Please copy every line of the records below that holds the word "roads".

(Records excerpted from a collection)
****************

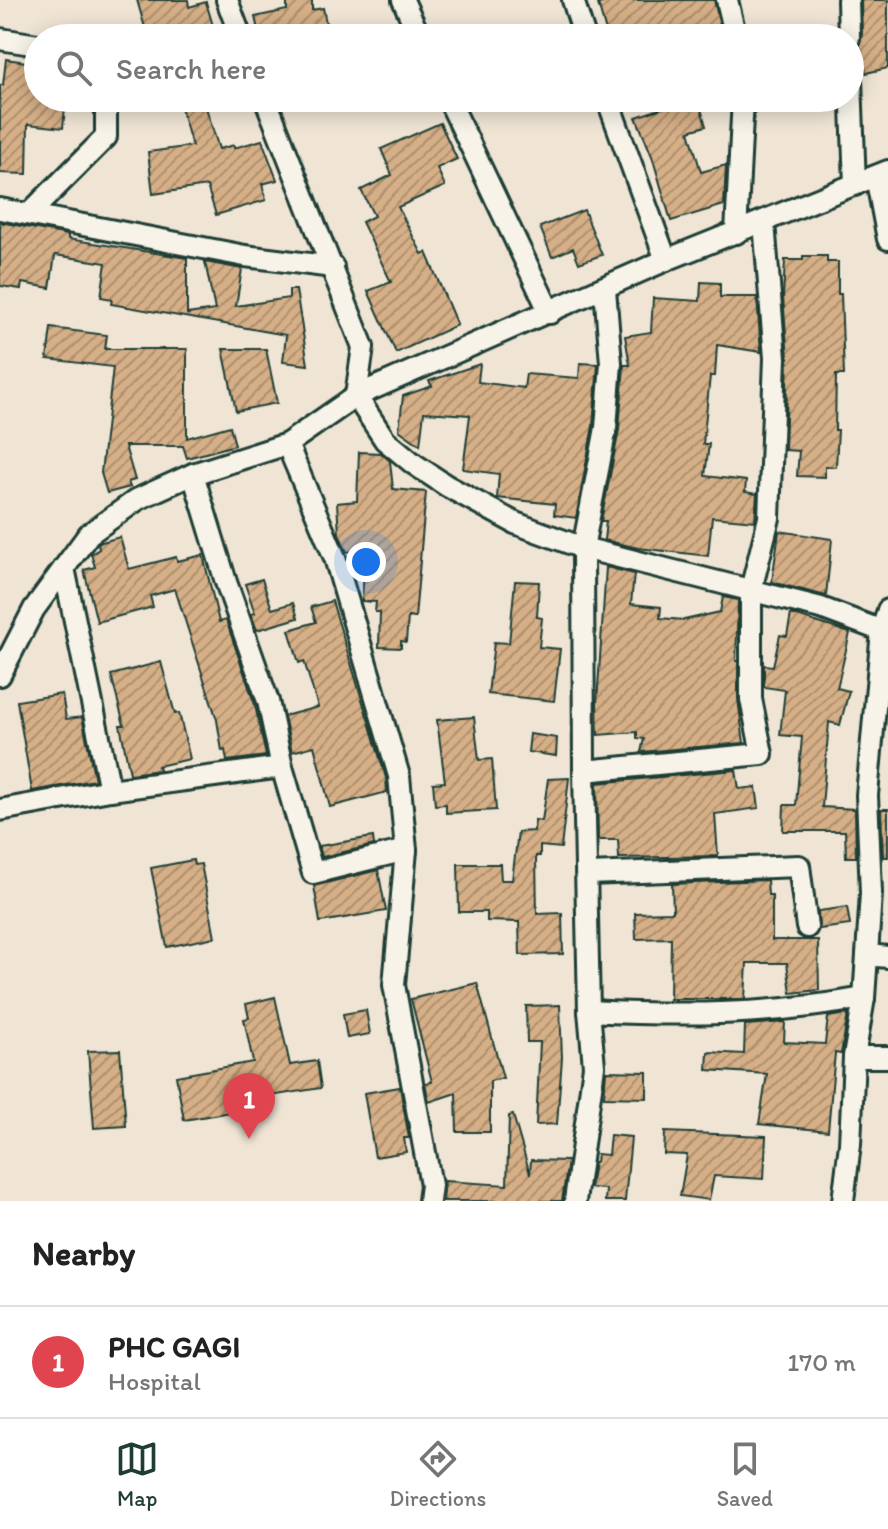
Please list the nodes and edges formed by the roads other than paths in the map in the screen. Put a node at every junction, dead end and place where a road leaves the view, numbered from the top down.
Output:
1 (227, 0) edge
2 (403, 0) edge
3 (573, 0) edge
4 (727, 0) edge
5 (848, 0) edge
6 (236, 24) edge
7 (414, 24) edge
8 (581, 24) edge
9 (733, 24) edge
10 (849, 24) edge
11 (0, 39) edge
12 (24, 43) edge
13 (106, 112) edge
14 (271, 112) edge
15 (455, 112) edge
16 (612, 112) edge
17 (742, 112) edge
18 (852, 112) edge
19 (882, 174) edge
20 (855, 185) junction
21 (0, 209) edge
22 (29, 214) junction
23 (764, 222) junction
24 (736, 233) junction
25 (888, 239) edge
26 (666, 260) junction
27 (333, 267) junction
28 (605, 289) junction
29 (550, 313) junction
30 (356, 396) junction
31 (287, 444) junction
32 (193, 474) junction
33 (583, 548) junction
34 (64, 568) junction
35 (751, 590) junction
36 (888, 610) edge
37 (885, 632) edge
38 (0, 675) edge
39 (282, 767) junction
40 (584, 771) junction
41 (110, 790) junction
42 (0, 810) edge
43 (406, 850) junction
44 (588, 874) junction
45 (807, 927) dead end
46 (878, 956) edge
47 (864, 998) junction
48 (589, 1011) junction
49 (854, 1057) junction
50 (888, 1057) edge
51 (429, 1201) edge
52 (575, 1201) edge
53 (843, 1201) edge

1 - 6 street
2 - 7 street
3 - 8 street
4 - 9 street
5 - 10 street
11 - 12 street
13 - 22 street
14 - 27 street
15 - 29 street
16 - 26 street
17 - 24 street
18 - 20 street
19 - 20 street
19 - 25 street
20 - 23 street
21 - 22 street
22 - 27 street
23 - 24 street
23 - 35 street
24 - 26 street
26 - 28 street
27 - 30 street
28 - 29 street
28 - 33 street
29 - 30 street
30 - 31 street
30 - 33 street
31 - 32 street
31 - 43 street
32 - 34 street
32 - 39 street
33 - 35 street
33 - 40 street
34 - 38 street
34 - 41 street
35 - 37 street
35 - 40 street
36 - 37 street
37 - 46 street
39 - 41 street
39 - 43 street
40 - 44 street
41 - 42 street
43 - 51 street
44 - 45 street
44 - 48 street
46 - 47 street
47 - 48 street
47 - 49 street
48 - 52 street
49 - 50 street
49 - 53 street

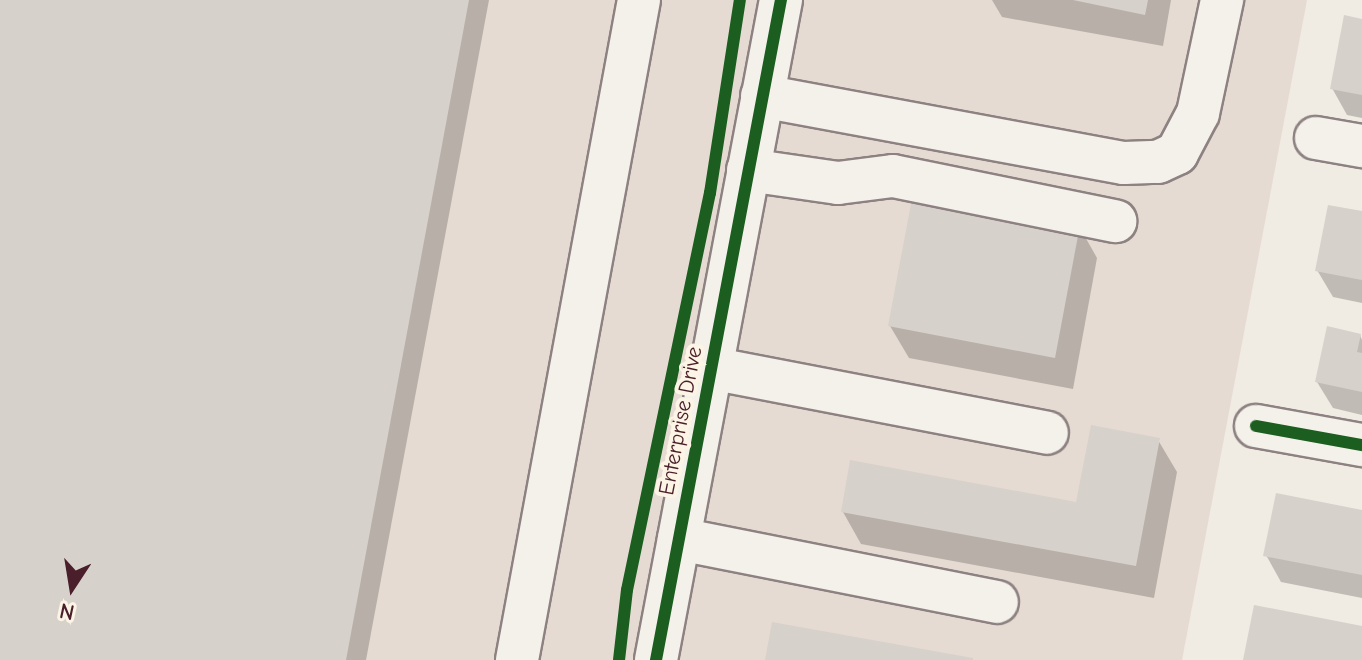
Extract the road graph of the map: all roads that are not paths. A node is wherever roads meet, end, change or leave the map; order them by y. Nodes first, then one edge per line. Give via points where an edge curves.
1 (639, 0) edge
2 (781, 0) edge
3 (1222, 0) edge
4 (762, 96) junction
5 (1316, 138) dead end
6 (1362, 146) edge
7 (748, 170) junction
8 (1115, 221) dead end
9 (711, 368) junction
10 (1256, 426) dead end
11 (1047, 433) dead end
12 (1362, 445) edge
13 (679, 539) junction
14 (997, 602) dead end
15 (517, 660) edge
16 (656, 660) edge

1 - 15 street
2 - 4 street, Enterprise Drive
3 - 4 street via 1198,113 1177,153 1158,162 1124,163
4 - 7 street, Enterprise Drive
5 - 6 street
7 - 8 street via 838,183 893,176
7 - 9 street, Enterprise Drive
9 - 11 street
9 - 13 street, Enterprise Drive
10 - 12 street
13 - 14 street
13 - 16 street, Enterprise Drive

****************

## THE ANSWER
Please list the nodes and edges formed by the roads other than paths in the map in the screen. Put a node at every junction, dead end and place where a road leaves the view, numbered from the top down.
Extract the road graph of the map: all roads that are not paths. A node is wherever roads meet, end, change or leave the map; order them by y. Nodes first, then one edge per line. Give via points where an edge curves.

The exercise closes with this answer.